D'altra parte anche il ragionamento di base è in effetti piuttosto semplice. Se tutti sanno che nel momento stesso in cui si esce dalla scuola, si dimentica automaticamente almeno metà di tutte le nozioni che si sono apprese, e un altro 30% di nozioni non serviranno praticamente a nulla, perchè essere allora tanto ossessionati da questa didattica? Non si potrebbe invece metter mano finalmente ai programmi oramai obsoleti dando loro una bella rinfrescata, tagliando dove c'è da tagliare e introducendo materie e argomenti molto più utili e attuali non soltanto come fonte di conoscenza concreta, ma anche come materiale di discussione e di allenamento per lo sviluppo indispensabile di un pensiero critico e sistemico? Ecologia, geopolitica, elementi di sociologia, educazione sanitaria ed alimentare, epistemologia, logica, igiene del ragionamento e della discussione, per esempio.

Ecco, io osservo una scuola che, per vari motivi (ricordo che incredibilmente sta scomparendo anche il tema di italiano), è molto poco preparata nello sviluppare e coltivare le abilità trasversali fondamentali della persona nel suo complesso ed è invece molto più concentrata su una generica didattica spesso esasperata e, probabilmente, in certi contesti, inutile se non addirittura controproducente.

Un giorno, durante una mia supplenza di scienze in un liceo scientifico ho chiesto ai colleghi perché i programmi di scienze fossero così assiduamente concentrati sulla chimica rispetto per esempio alla biologia e alle bioscienze. Mi è stato risposto che è così perché riguardo alla biologia, essendo una disciplina nozionistica, la si può studiare anche da soli e perché gli esami di ingresso all'università di solito puntano di più sulla chimica. Già, il numero chiuso alle università, altro autoevidente nonsenso logico, non si capisce ancora se portato avanti per una reale necessità, oppure per tentare di nascondere come al solito sotto il tappeto i cocci della nostra misera visione prospettica.

Ad ogni modo, per il giorno dopo, ho subito preparato una lezione dal titolo "perchè la biologia non deve essere considerata una disciplina soltanto di tipo nozionistico".
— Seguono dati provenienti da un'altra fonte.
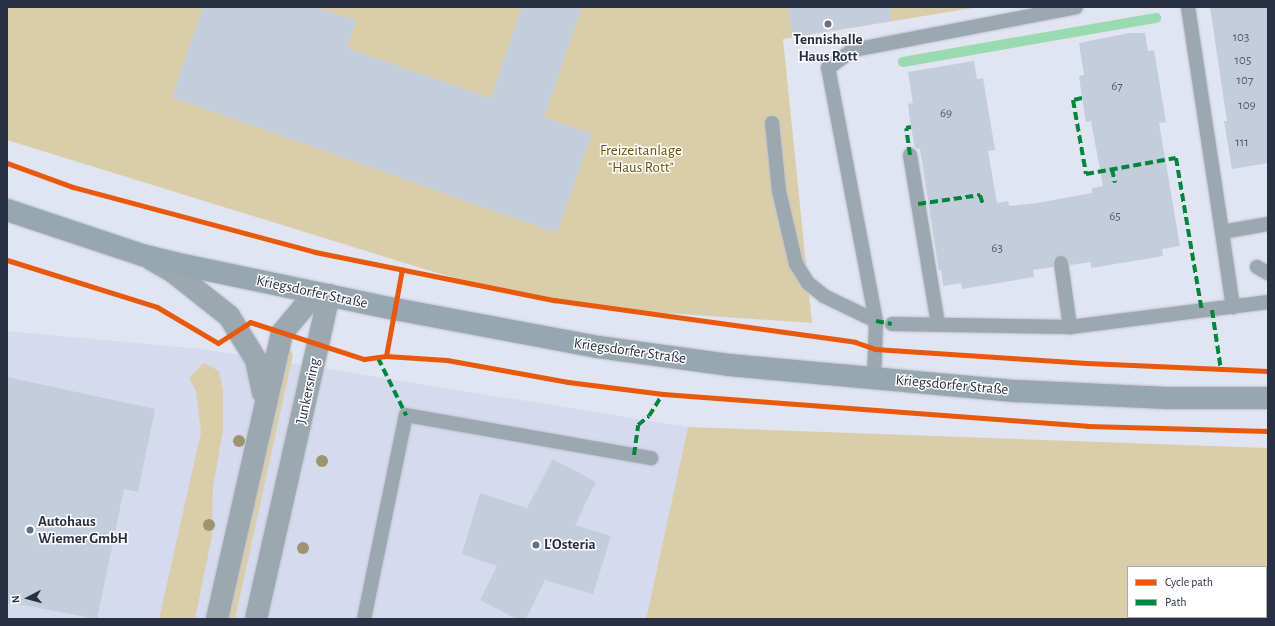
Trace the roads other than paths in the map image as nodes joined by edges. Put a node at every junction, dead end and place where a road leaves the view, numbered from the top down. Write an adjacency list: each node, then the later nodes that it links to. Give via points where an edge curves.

Ecco perchè, a mio parere, occorre fare una doverosa riflessione non soltanto sul sistema in sè, ma anche sulla preparazione e sulla idoneità degli insegnanti e sulle relative modalità di reclutamento e messa a ruolo. C'è da chiedersi, quantomeno, se siano veramente le soluzioni migliori questi dispendiosi concorsi con domande didattiche a crocette dove il neolaureato (spesso ancora immaturo sotto altri aspetti) o chi ripete sempre le stesse cose da anni, è ovviamente avvantaggiato (a volte anche copiando e passandosi le risposte), o il fatto che le supplenze (sempre molto importanti) siano assegnate soltanto in base a delle graduatorie di punteggio dove chi capita capita, senza nemmeno un colloquio preliminare.

Pertanto non lo so, ma l'aria che si respira all'interno delle scuole e le evidenze riguardanti un certo tipo di postura socioculturale corrente, inevitabilmente riflessa nel comportamento e nell'atteggiamento cognitivo ed intellettuale di molti giovani e meno giovani di oggi, sembrano purtroppo confermare in pieno queste mie perplessità.